SUNY Buffalo is AAU. So that's another thing that it has over NDSU. Its also a doctorate university in the SUNY, one of only four. Miami U of OH is also a Public Ivy School, and has that over NDSU. Also, the bigger the state, the more likely that there is more resources and better quality of education. Thats not always the case. But more often than not it is. Western Michigan is Michigan's 4th most comprehensive university and either it or Michigan Tech claim to be the 4th biggest research university. Its also the 4th or 5th engineering school in Michigan. U of M, MSU and Michigan Tech, in that order, are tops and Wayne State and WMU would battle it out after that. I didn't say anything about my ranking being for sure or definite. But from a national perspective, I bet an engineering student looking at schools would look to Miami, Ohio, SUNY Buffalo and Western Michigan (probably also Southern Illinois and Northern Illinois) before North Dakota State (save unless they were from Minnesota or South Dakota as well as North Dakota).

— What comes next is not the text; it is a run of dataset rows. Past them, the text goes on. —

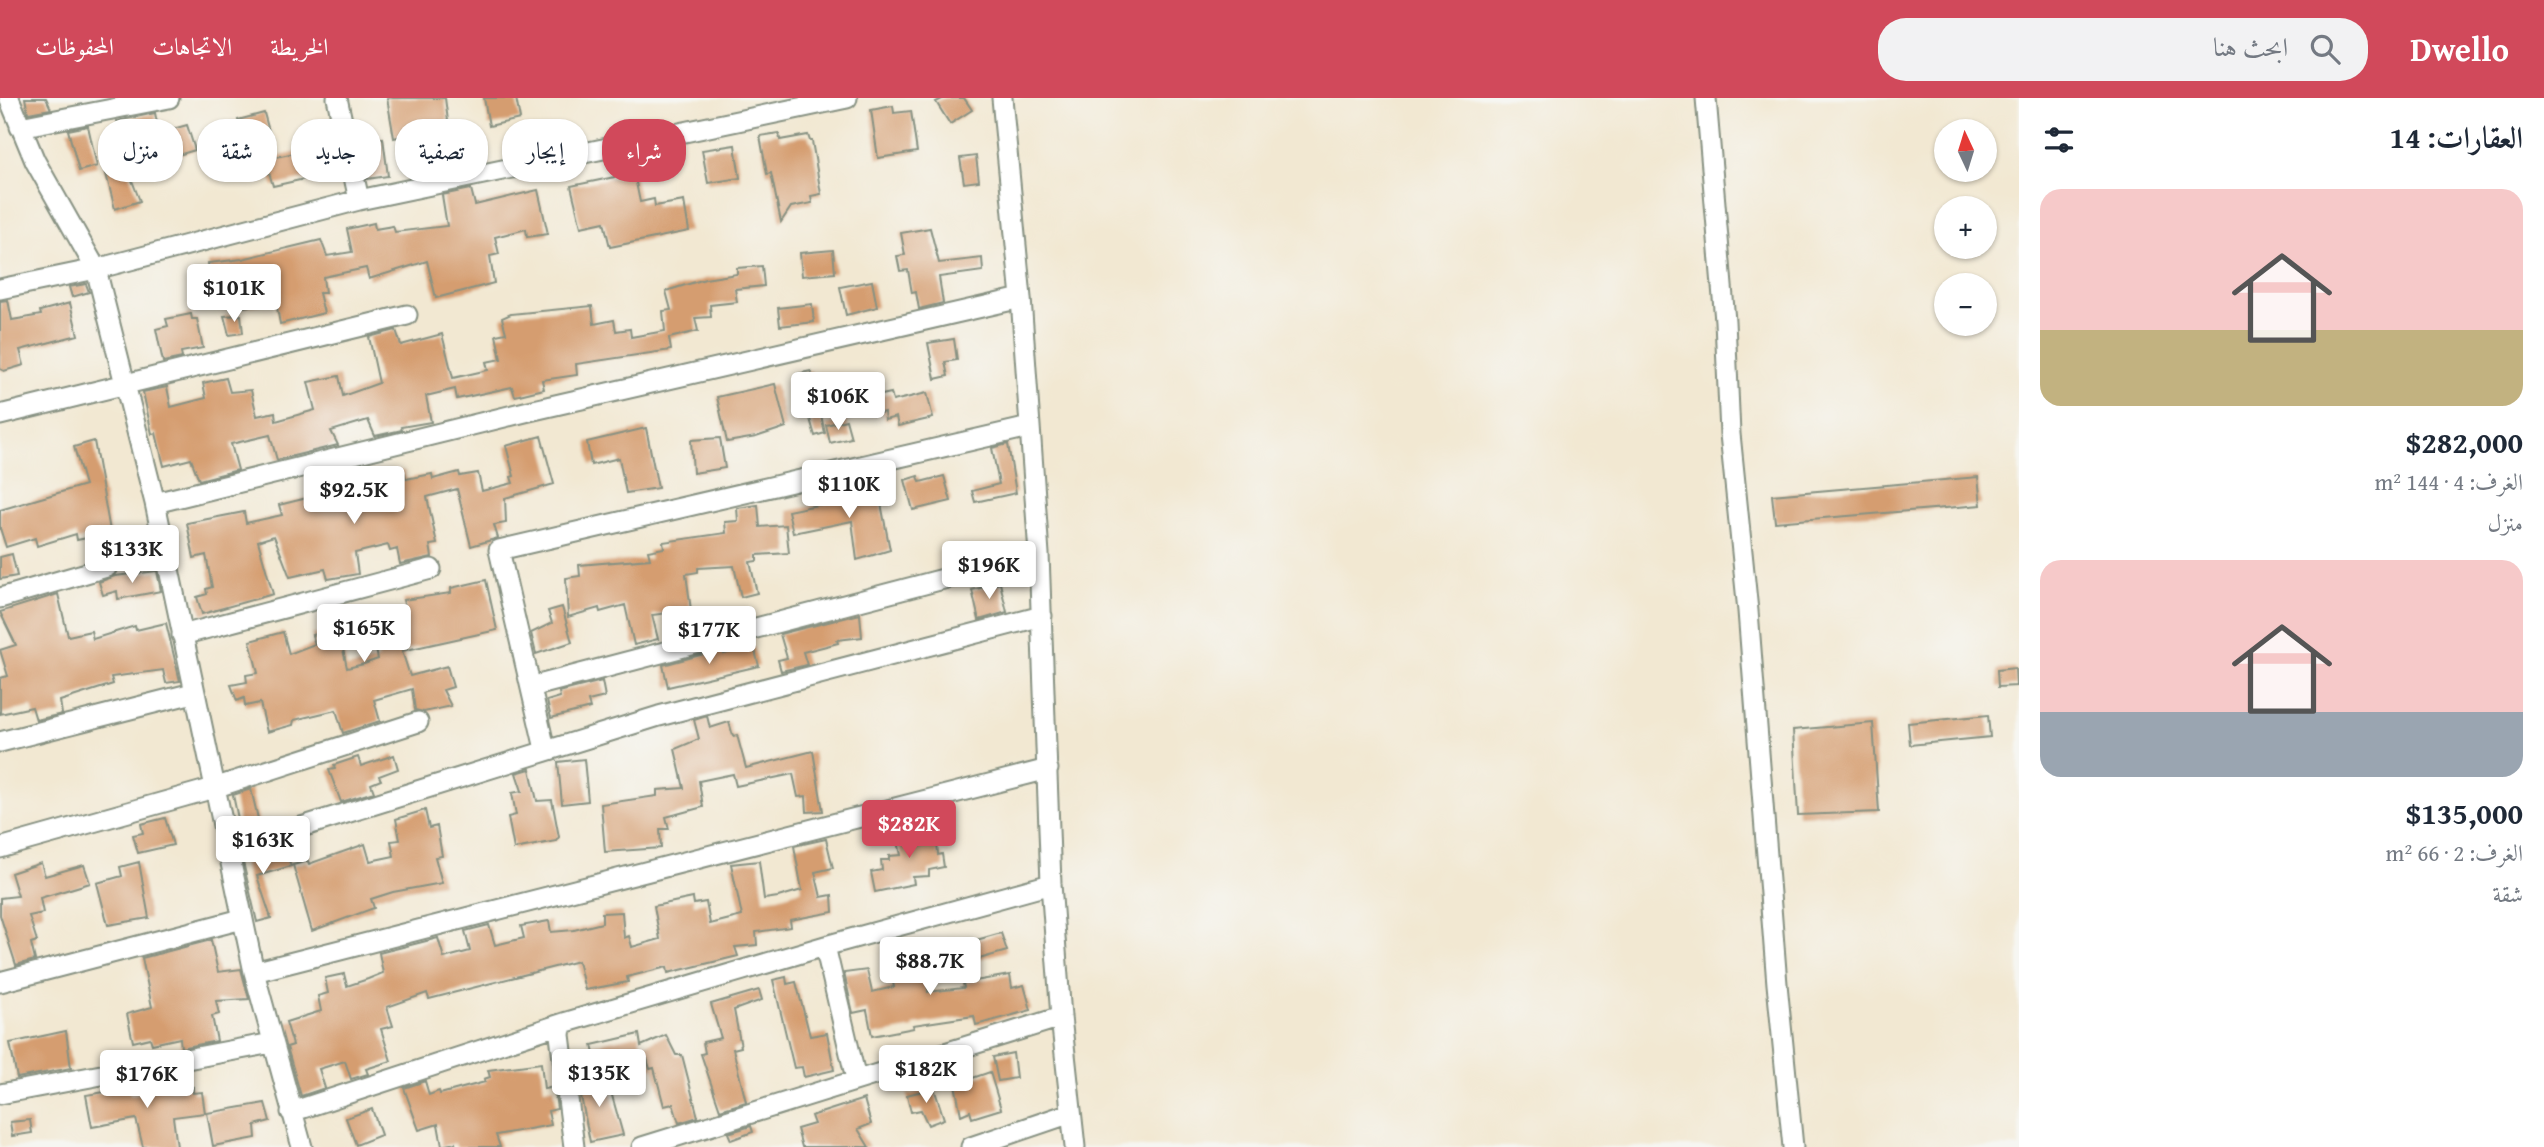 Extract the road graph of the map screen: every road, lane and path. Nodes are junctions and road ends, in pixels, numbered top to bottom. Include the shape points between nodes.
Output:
1 (9, 98) edge
2 (169, 98) edge
3 (337, 98) edge
4 (847, 98) edge
5 (1002, 98) edge
6 (1706, 98) edge
7 (20, 127) junction
8 (359, 200) junction
9 (96, 269) junction
10 (0, 289) edge
11 (1021, 298) junction
12 (407, 315) dead end
13 (123, 384) junction
14 (0, 415) edge
15 (1029, 427) junction
16 (155, 503) junction
17 (1039, 554) junction
18 (107, 568) dead end
19 (430, 569) dead end
20 (0, 598) edge
21 (1042, 616) junction
22 (182, 635) junction
23 (531, 687) junction
24 (193, 693) junction
25 (418, 722) dead end
26 (0, 742) edge
27 (545, 749) junction
28 (1048, 769) junction
29 (214, 788) junction
30 (0, 848) edge
31 (227, 850) junction
32 (1051, 884) junction
33 (242, 919) junction
34 (825, 946) junction
35 (254, 972) junction
36 (0, 982) edge
37 (1061, 1017) junction
38 (567, 1022) junction
39 (272, 1043) junction
40 (856, 1079) junction
41 (0, 1094) edge
42 (291, 1112) junction
43 (1071, 1113) junction
44 (302, 1147) edge
45 (574, 1147) edge
46 (642, 1147) edge
47 (971, 1147) edge
48 (1075, 1147) edge
49 (1793, 1147) edge

1 - 7 street
2 - 7 street
3 - 8 street
4 - 8 street
5 - 11 street
6 - 49 street via 1730,434
7 - 9 street
8 - 9 street
9 - 10 street
9 - 13 street
11 - 15 street
11 - 16 street
12 - 13 street
13 - 14 street
13 - 16 street
15 - 17 street
15 - 23 street via 499,550
16 - 22 street
17 - 21 street
17 - 23 street
18 - 20 street
19 - 22 street
21 - 27 street
21 - 28 street
22 - 24 street
23 - 27 street
24 - 26 street
24 - 29 street
25 - 29 street
27 - 31 street
28 - 32 street
28 - 35 street
29 - 30 street
29 - 31 street
31 - 33 street
32 - 34 street
32 - 37 street
33 - 35 street
33 - 36 street
34 - 38 street
34 - 40 street
35 - 39 street
37 - 40 street
37 - 43 street
38 - 42 street
38 - 45 street via 560,1035
39 - 41 street
39 - 42 street
40 - 46 street
42 - 44 street
43 - 47 street
43 - 48 street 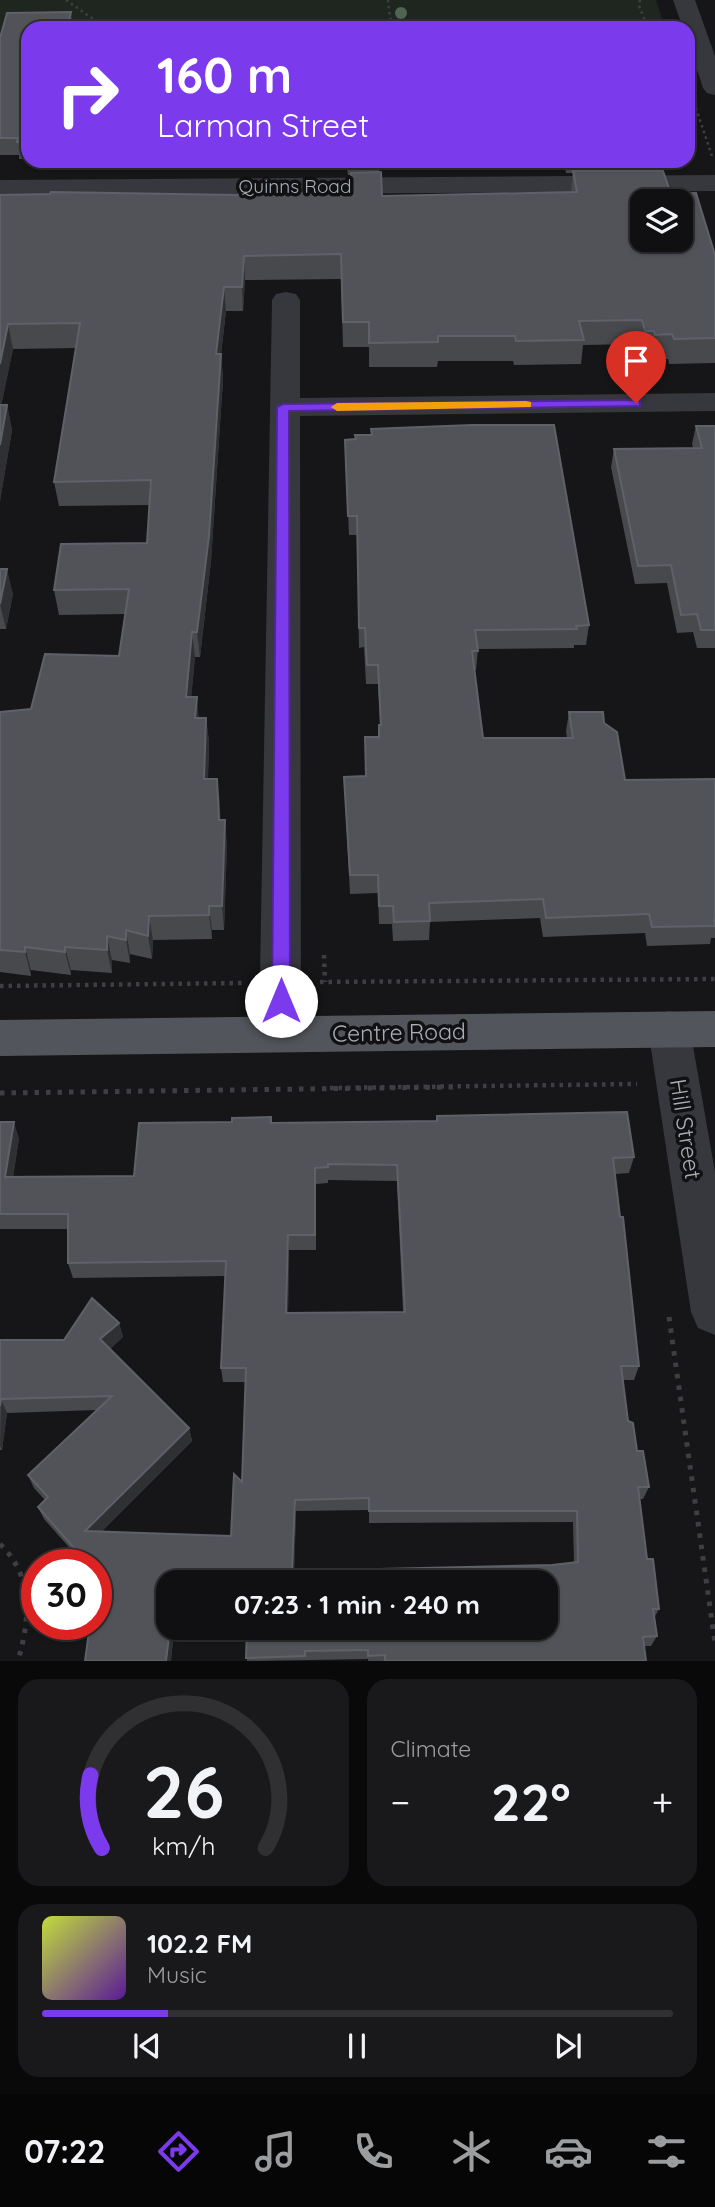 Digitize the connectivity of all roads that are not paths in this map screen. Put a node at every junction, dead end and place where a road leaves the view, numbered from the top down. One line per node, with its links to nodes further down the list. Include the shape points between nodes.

US News, in their latest rankings has the University of Alaska at Fairbanks and North Dakota State University as the only flagship/land grant statewide type schools ranked in the 4th Tier. UND, SDSU and USD are all third tier, so is U of Wyoming, U Montana, Montana State, U of Idaho, U of Maine, U of Hawaii, and U of Rhode Island. U of Vermont, U of New Hampshire, and U of Delaware are 2nd Tier schools. (In comparison of statewide flagships in states with less than 1.5 million). Also, U of Nevada at Reno is 3rd Tier.

There are also a number of regional/Normal/urban/metro schools that rank higher than this 1 statewide North Dakota flagship/land grant. They include Western Michigan, Bowling Green, Ball State, Southern Illinois, Illinois State, UIC, Temple, UAB, UMKC, East Carolina, Southern Miss (most years), Cincinnati, USF (most years), Louisville (some years), Wayne State, MI (most years) and of course Miami U of OH and Ohio U which are not really regional/normals per se. Then there's also schools like William and Mary and George Mason (which are like Miami U of OH and Ohio U). A flagship/land grant status in a small state doesn't necessarily place that school at a higher academic reputation than a regional/Normal/urban/metro school in larger states (which are usually regarded as not as high of academic rep compared to most flagships/landgrants located throughout the nation).

There are not that many other nationwide comprehensive rankings that include NDSU other than US News from what I have seen. Take that as it may.


Last edited by metropolitan on Thu Feb 09, 2006 6:37 pm, edited 1 time in total.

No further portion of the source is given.